Return every line from the records below with the string "dead".

──────── SUPPLIED MATERIAL ────────

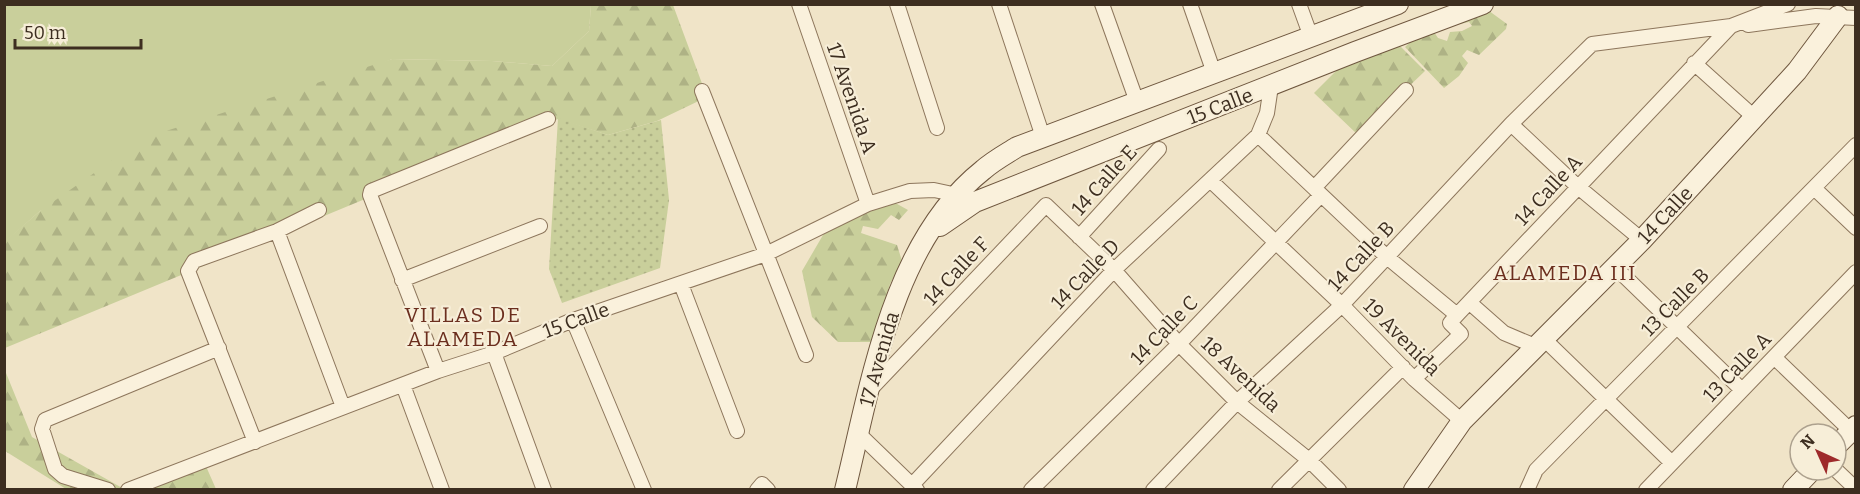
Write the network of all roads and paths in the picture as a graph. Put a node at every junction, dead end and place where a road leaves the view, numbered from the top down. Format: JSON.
{"nodes":[{"id":1,"x":799,"y":4,"type":"edge"},
{"id":2,"x":897,"y":4,"type":"edge"},
{"id":3,"x":999,"y":4,"type":"edge"},
{"id":4,"x":1102,"y":4,"type":"edge"},
{"id":5,"x":1190,"y":4,"type":"edge"},
{"id":6,"x":1299,"y":4,"type":"edge"},
{"id":7,"x":1483,"y":4,"type":"edge"},
{"id":8,"x":1788,"y":4,"type":"edge"},
{"id":9,"x":1397,"y":5,"type":"edge"},
{"id":10,"x":1847,"y":17,"type":"edge"},
{"id":11,"x":1731,"y":27,"type":"junction"},
{"id":12,"x":1311,"y":37,"type":"junction"},
{"id":13,"x":1592,"y":44,"type":"joint"},
{"id":14,"x":1694,"y":63,"type":"junction"},
{"id":15,"x":1214,"y":73,"type":"junction"},
{"id":16,"x":1271,"y":86,"type":"junction"},
{"id":17,"x":1406,"y":90,"type":"dead end"},
{"id":18,"x":702,"y":92,"type":"dead end"},
{"id":19,"x":1137,"y":102,"type":"junction"},
{"id":20,"x":1754,"y":117,"type":"junction"},
{"id":21,"x":548,"y":118,"type":"dead end"},
{"id":22,"x":1511,"y":124,"type":"junction"},
{"id":23,"x":937,"y":128,"type":"dead end"},
{"id":24,"x":1258,"y":135,"type":"junction"},
{"id":25,"x":1043,"y":137,"type":"junction"},
{"id":26,"x":1856,"y":145,"type":"edge"},
{"id":27,"x":1159,"y":149,"type":"dead end"},
{"id":28,"x":1211,"y":181,"type":"junction"},
{"id":29,"x":1577,"y":186,"type":"junction"},
{"id":30,"x":1814,"y":188,"type":"junction"},
{"id":31,"x":1318,"y":192,"type":"junction"},
{"id":32,"x":966,"y":198,"type":"junction"},
{"id":33,"x":868,"y":204,"type":"junction"},
{"id":34,"x":1046,"y":205,"type":"joint"},
{"id":35,"x":319,"y":210,"type":"dead end"},
{"id":36,"x":540,"y":226,"type":"dead end"},
{"id":37,"x":1856,"y":228,"type":"edge"},
{"id":38,"x":277,"y":231,"type":"junction"},
{"id":39,"x":1079,"y":237,"type":"junction"},
{"id":40,"x":1642,"y":240,"type":"junction"},
{"id":41,"x":1275,"y":242,"type":"junction"},
{"id":42,"x":766,"y":254,"type":"junction"},
{"id":43,"x":1387,"y":257,"type":"junction"},
{"id":44,"x":1616,"y":268,"type":"junction"},
{"id":45,"x":1114,"y":270,"type":"junction"},
{"id":46,"x":1856,"y":272,"type":"edge"},
{"id":47,"x":402,"y":280,"type":"junction"},
{"id":48,"x":681,"y":284,"type":"junction"},
{"id":49,"x":1470,"y":303,"type":"junction"},
{"id":50,"x":1342,"y":305,"type":"junction"},
{"id":51,"x":1457,"y":315,"type":"junction"},
{"id":52,"x":573,"y":320,"type":"junction"},
{"id":53,"x":1677,"y":327,"type":"junction"},
{"id":54,"x":1539,"y":342,"type":"junction"},
{"id":55,"x":1179,"y":344,"type":"junction"},
{"id":56,"x":219,"y":348,"type":"junction"},
{"id":57,"x":494,"y":353,"type":"junction"},
{"id":58,"x":806,"y":355,"type":"dead end"},
{"id":59,"x":1774,"y":357,"type":"junction"},
{"id":60,"x":1403,"y":367,"type":"junction"},
{"id":61,"x":438,"y":371,"type":"junction"},
{"id":62,"x":1414,"y":379,"type":"junction"},
{"id":63,"x":403,"y":385,"type":"junction"},
{"id":64,"x":1742,"y":390,"type":"junction"},
{"id":65,"x":869,"y":391,"type":"junction"},
{"id":66,"x":1605,"y":400,"type":"junction"},
{"id":67,"x":1237,"y":402,"type":"junction"},
{"id":68,"x":343,"y":407,"type":"junction"},
{"id":69,"x":1462,"y":421,"type":"junction"},
{"id":70,"x":1853,"y":429,"type":"edge"},
{"id":71,"x":737,"y":431,"type":"dead end"},
{"id":72,"x":859,"y":434,"type":"junction"},
{"id":73,"x":255,"y":442,"type":"junction"},
{"id":74,"x":1309,"y":460,"type":"junction"},
{"id":75,"x":1672,"y":464,"type":"junction"},
{"id":76,"x":915,"y":487,"type":"edge"},
{"id":77,"x":108,"y":489,"type":"edge"},
{"id":78,"x":128,"y":489,"type":"edge"},
{"id":79,"x":442,"y":489,"type":"edge"},
{"id":80,"x":544,"y":489,"type":"edge"},
{"id":81,"x":644,"y":489,"type":"edge"},
{"id":82,"x":757,"y":489,"type":"edge"},
{"id":83,"x":768,"y":489,"type":"edge"},
{"id":84,"x":845,"y":489,"type":"edge"},
{"id":85,"x":1031,"y":489,"type":"edge"},
{"id":86,"x":1153,"y":489,"type":"edge"},
{"id":87,"x":1279,"y":489,"type":"edge"},
{"id":88,"x":1339,"y":489,"type":"edge"},
{"id":89,"x":1414,"y":489,"type":"edge"},
{"id":90,"x":1527,"y":489,"type":"edge"},
{"id":91,"x":1646,"y":489,"type":"edge"}],
"edges":[{"from":1,"to":33,"type":"street","name":"17 Avenida A"},
{"from":2,"to":23,"type":"street"},
{"from":3,"to":25,"type":"street"},
{"from":4,"to":19,"type":"street"},
{"from":5,"to":15,"type":"street"},
{"from":6,"to":12,"type":"street"},
{"from":7,"to":16,"type":"street","name":"15 Calle"},
{"from":8,"to":11,"type":"street","name":"14 Calle A"},
{"from":9,"to":12,"type":"street","name":"15 Calle"},
{"from":10,"to":11,"type":"street"},
{"from":10,"to":20,"type":"street","name":"14 Calle"},
{"from":11,"to":13,"type":"street","name":"14 Calle A"},
{"from":11,"to":14,"type":"street","name":"14 Calle A"},
{"from":12,"to":15,"type":"street","name":"15 Calle"},
{"from":13,"to":22,"type":"street","name":"14 Calle B"},
{"from":14,"to":20,"type":"street"},
{"from":14,"to":29,"type":"street","name":"14 Calle A"},
{"from":15,"to":19,"type":"street","name":"15 Calle"},
{"from":16,"to":24,"type":"street","name":"14 Calle D"},
{"from":16,"to":32,"type":"street","name":"15 Calle"},
{"from":17,"to":31,"type":"street","name":"14 Calle C"},
{"from":18,"to":42,"type":"street"},
{"from":19,"to":25,"type":"street","name":"15 Calle"},
{"from":20,"to":40,"type":"street","name":"14 Calle"},
{"from":21,"to":47,"type":"street"},
{"from":22,"to":29,"type":"street"},
{"from":22,"to":43,"type":"street","name":"14 Calle B"},
{"from":24,"to":28,"type":"street","name":"14 Calle D"},
{"from":24,"to":31,"type":"street"},
{"from":25,"to":32,"type":"street","name":"15 Calle"},
{"from":26,"to":30,"type":"street","name":"13 Calle B"},
{"from":27,"to":39,"type":"street","name":"14 Calle E"},
{"from":28,"to":41,"type":"street","name":"19 Avenida"},
{"from":28,"to":45,"type":"street","name":"14 Calle D"},
{"from":29,"to":40,"type":"street"},
{"from":29,"to":49,"type":"street","name":"14 Calle A"},
{"from":30,"to":37,"type":"street"},
{"from":30,"to":53,"type":"street","name":"13 Calle B"},
{"from":31,"to":41,"type":"street","name":"14 Calle C"},
{"from":31,"to":43,"type":"street"},
{"from":32,"to":33,"type":"street","name":"15 Calle"},
{"from":32,"to":65,"type":"street","name":"17 Avenida"},
{"from":33,"to":42,"type":"street","name":"15 Calle"},
{"from":34,"to":39,"type":"street","name":"18 Avenida"},
{"from":34,"to":65,"type":"street","name":"14 Calle F"},
{"from":35,"to":38,"type":"street"},
{"from":36,"to":47,"type":"street"},
{"from":38,"to":56,"type":"street"},
{"from":38,"to":68,"type":"street"},
{"from":39,"to":45,"type":"street","name":"18 Avenida"},
{"from":40,"to":44,"type":"street","name":"14 Calle"},
{"from":41,"to":50,"type":"street","name":"19 Avenida"},
{"from":41,"to":55,"type":"street","name":"14 Calle C"},
{"from":42,"to":48,"type":"street","name":"15 Calle"},
{"from":42,"to":58,"type":"street"},
{"from":43,"to":50,"type":"street","name":"14 Calle B"},
{"from":43,"to":51,"type":"street"},
{"from":44,"to":53,"type":"street"},
{"from":44,"to":54,"type":"street","name":"14 Calle"},
{"from":45,"to":55,"type":"street","name":"18 Avenida"},
{"from":45,"to":76,"type":"street","name":"14 Calle D"},
{"from":46,"to":59,"type":"street","name":"13 Calle A"},
{"from":47,"to":61,"type":"street"},
{"from":48,"to":52,"type":"street","name":"15 Calle"},
{"from":48,"to":71,"type":"street"},
{"from":49,"to":51,"type":"street","name":"14 Calle A"},
{"from":49,"to":54,"type":"street"},
{"from":50,"to":60,"type":"street","name":"19 Avenida"},
{"from":50,"to":67,"type":"street","name":"14 Calle B"},
{"from":51,"to":62,"type":"street"},
{"from":52,"to":57,"type":"street","name":"15 Calle"},
{"from":52,"to":81,"type":"street"},
{"from":53,"to":64,"type":"street"},
{"from":53,"to":66,"type":"street","name":"13 Calle B"},
{"from":54,"to":66,"type":"street"},
{"from":54,"to":69,"type":"street","name":"14 Calle"},
{"from":55,"to":67,"type":"street","name":"18 Avenida"},
{"from":55,"to":85,"type":"street","name":"14 Calle C"},
{"from":56,"to":73,"type":"street"},
{"from":56,"to":77,"type":"street"},
{"from":57,"to":61,"type":"street","name":"15 Calle"},
{"from":57,"to":80,"type":"street"},
{"from":59,"to":64,"type":"street","name":"13 Calle A"},
{"from":59,"to":70,"type":"street"},
{"from":60,"to":62,"type":"street","name":"19 Avenida"},
{"from":60,"to":74,"type":"street"},
{"from":61,"to":63,"type":"street","name":"15 Calle"},
{"from":62,"to":69,"type":"street","name":"19 Avenida"},
{"from":63,"to":68,"type":"street","name":"15 Calle"},
{"from":63,"to":79,"type":"street"},
{"from":64,"to":75,"type":"street","name":"13 Calle A"},
{"from":65,"to":72,"type":"street","name":"17 Avenida"},
{"from":66,"to":75,"type":"street"},
{"from":66,"to":90,"type":"street","name":"13 Calle B"},
{"from":67,"to":74,"type":"street","name":"18 Avenida"},
{"from":67,"to":86,"type":"street","name":"14 Calle B"},
{"from":68,"to":73,"type":"street","name":"15 Calle"},
{"from":69,"to":89,"type":"street","name":"14 Calle"},
{"from":72,"to":76,"type":"street"},
{"from":72,"to":84,"type":"street","name":"17 Avenida"},
{"from":73,"to":78,"type":"street","name":"15 Calle"},
{"from":74,"to":87,"type":"street"},
{"from":74,"to":88,"type":"street","name":"18 Avenida"},
{"from":75,"to":91,"type":"street","name":"13 Calle A"},
{"from":82,"to":83,"type":"street"}]}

────────

• **WRITTEN RESPONSE**
Write the network of all roads and paths in the picture as a graph. Put a node at every junction, dead end and place where a road leaves the view, numbered from the top down. Format: JSON.
{"id":17,"x":1406,"y":90,"type":"dead end"},
{"id":18,"x":702,"y":92,"type":"dead end"},
{"id":21,"x":548,"y":118,"type":"dead end"},
{"id":23,"x":937,"y":128,"type":"dead end"},
{"id":27,"x":1159,"y":149,"type":"dead end"},
{"id":35,"x":319,"y":210,"type":"dead end"},
{"id":36,"x":540,"y":226,"type":"dead end"},
{"id":58,"x":806,"y":355,"type":"dead end"},
{"id":71,"x":737,"y":431,"type":"dead end"},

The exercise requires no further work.